Nel rapporto con le donne, i maschi di oggi si trovano stretti tra due diversi timori: la paura di castrazione (cioè di svalorizzazione e di critica distruttiva) e quella di abbandono. I motivi sono diversi. Da un lato c’è un forte aumento della fragilità narcisistica maschile, legata alla mancanza di padri: troppi bambini vengono cresciuti secondo un codice prevalentemente femminile, con padri poco presenti o poco capaci di amare ed educare secondo un codice maschile. Dall’altro lato c’è l’affermarsi di un modello femminile sempre più onnipotente: donne che appaiono molto sicure di sé, molto esigenti, poco disposte a regalare ai loro uomini la pazienza e l’accoglienza che riservano invece ai loro figli, soprattutto maschi.

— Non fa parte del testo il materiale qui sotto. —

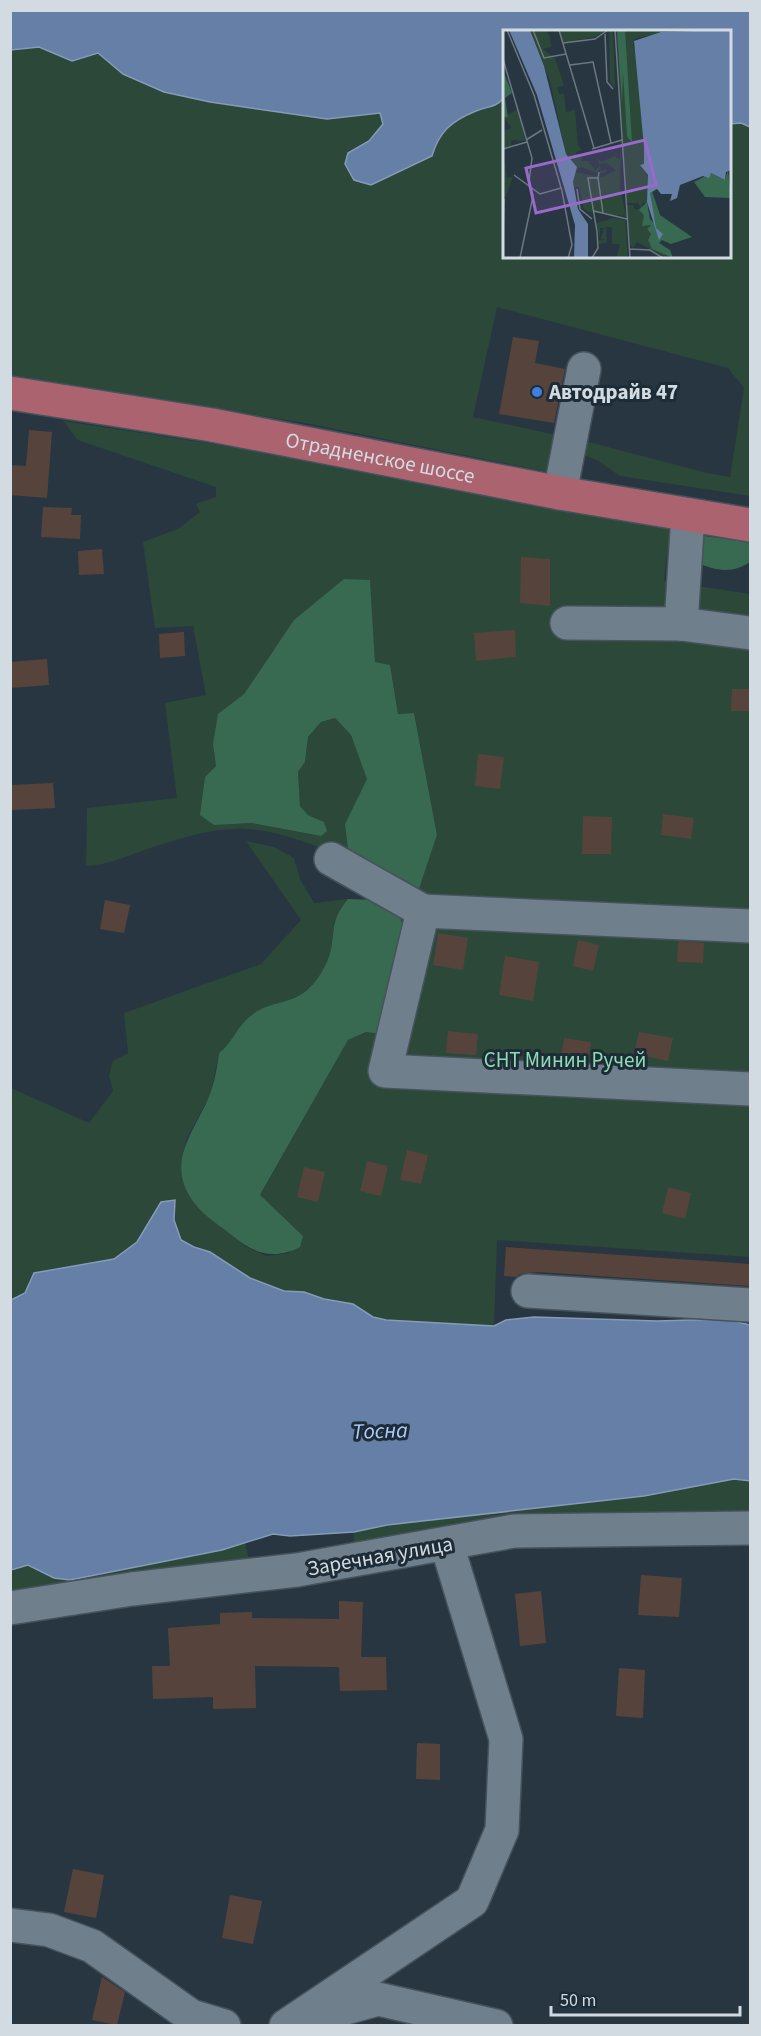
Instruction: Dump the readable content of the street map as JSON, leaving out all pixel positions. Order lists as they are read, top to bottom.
{
  "streets": {
    "main road": ["Отрадненское шоссе"],
    "street": ["Заречная улица"]
  },
  "water": ["Тосна"],
  "parks": ["СНТ Минин Ручей"],
  "places": ["Автодрайв 47"],
  "scale_bar": "50 m"
}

Tutto questo porta con crescente frequenza allo sviluppo nei maschi di difese fortemente disfunzionali: la prepotenza da un lato e l’impotenza dall’altro. Si tratta di atteggiamenti opposti, che segnano entrambi una mascolinità infantile: nell’impotenza, il maschio usa una modalità infantile-passiva, nella quale esibisce alla donna la sua vulnerabilità, secondo un modello vittimistico (depressivo, fragile, bisognoso) che fa appello alla sua componente materna di accoglienza. Nella prepotenza l’uomo utilizza invece una modalità infantile-aggressiva, che cerca di superare le proprie insicurezze attraverso il controllo e la soggezione dell’altro. In entrambi i casi il maschio si mostra prigioniero di un’idea infantile della relazione, e il rapporto con lui è deludente: il suo non è uno sguardo che riempie, ma uno sguardo che pretende, che prende e che svuota.

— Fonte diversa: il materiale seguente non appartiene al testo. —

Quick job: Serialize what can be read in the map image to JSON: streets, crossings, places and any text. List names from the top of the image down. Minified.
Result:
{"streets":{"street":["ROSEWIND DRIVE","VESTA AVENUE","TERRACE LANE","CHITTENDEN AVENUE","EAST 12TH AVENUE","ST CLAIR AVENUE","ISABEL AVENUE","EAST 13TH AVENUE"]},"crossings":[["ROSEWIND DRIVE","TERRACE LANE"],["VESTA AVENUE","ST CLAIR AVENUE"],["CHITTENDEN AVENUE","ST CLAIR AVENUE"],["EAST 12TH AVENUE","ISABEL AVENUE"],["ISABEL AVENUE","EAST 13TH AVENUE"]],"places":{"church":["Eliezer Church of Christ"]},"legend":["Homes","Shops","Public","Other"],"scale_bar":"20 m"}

Questi uomini-figli si muovono in una dimensione dimostrativa, segno di un basso senso di autostima: se non ci sentiamo sicuri di noi stessi abbiamo un bisogno eccessivo dell’approvazione degli altri sul nostro essere e sul nostro operare. Un buon accordo con il nostro desiderio ci rende invece capaci di “affermare”, parola che indica la capacità e il piacere di dare alle cose una forma corrispondente al nostro pensiero: noi affermiamo ciò in cui crediamo, sufficientemente liberi dal vincolo del giudizio degli altri.
La maturazione piena del maschile richiede all’uomo di accedere alla dimensione simbolica della paternità: il passaggio dalla centratura narcisistica sul sé, all’idea che la vita prende valore nella misura in cui si è capaci di spenderla per la crescita di buoni frutti: figli, progetti, idee che arricchiranno non tanto chi li ha generati, ma il mondo in cui li generiamo.
Chi crede in un mascolinità di questo tipo non ha bisogno di dimostrarla: semplicemente la vive, consapevole del suo valore e della sua bellezza. Non ha bisogno di fare la voce grossa.
Io credo che gli uomini di oggi abbiano bisogno di riscoprire la bellezza di essere maschi e il coraggio di diventare padri, la bellezza di sentirsi capaci di dare vita e di aprire la strada al futuro. Ma è dentro se stessi che devono trovare il coraggio necessario: non possono aspettarsi di venire legittimati dalle donne. La vera conferma del valore di un uomo è in linea maschile, e nasce dal confronto con se stesso e con gli altri maschi. Anche se la sua esperienza di vita lo ha portato a sentirsi fragile, un uomo non dovrebbe mai scoraggiarsi; in qualunque punto del suo percorso si trovi può sempre ripartire alla ricerca di sé: scoprirà allora la passione che nasce dall’avere molto da dare.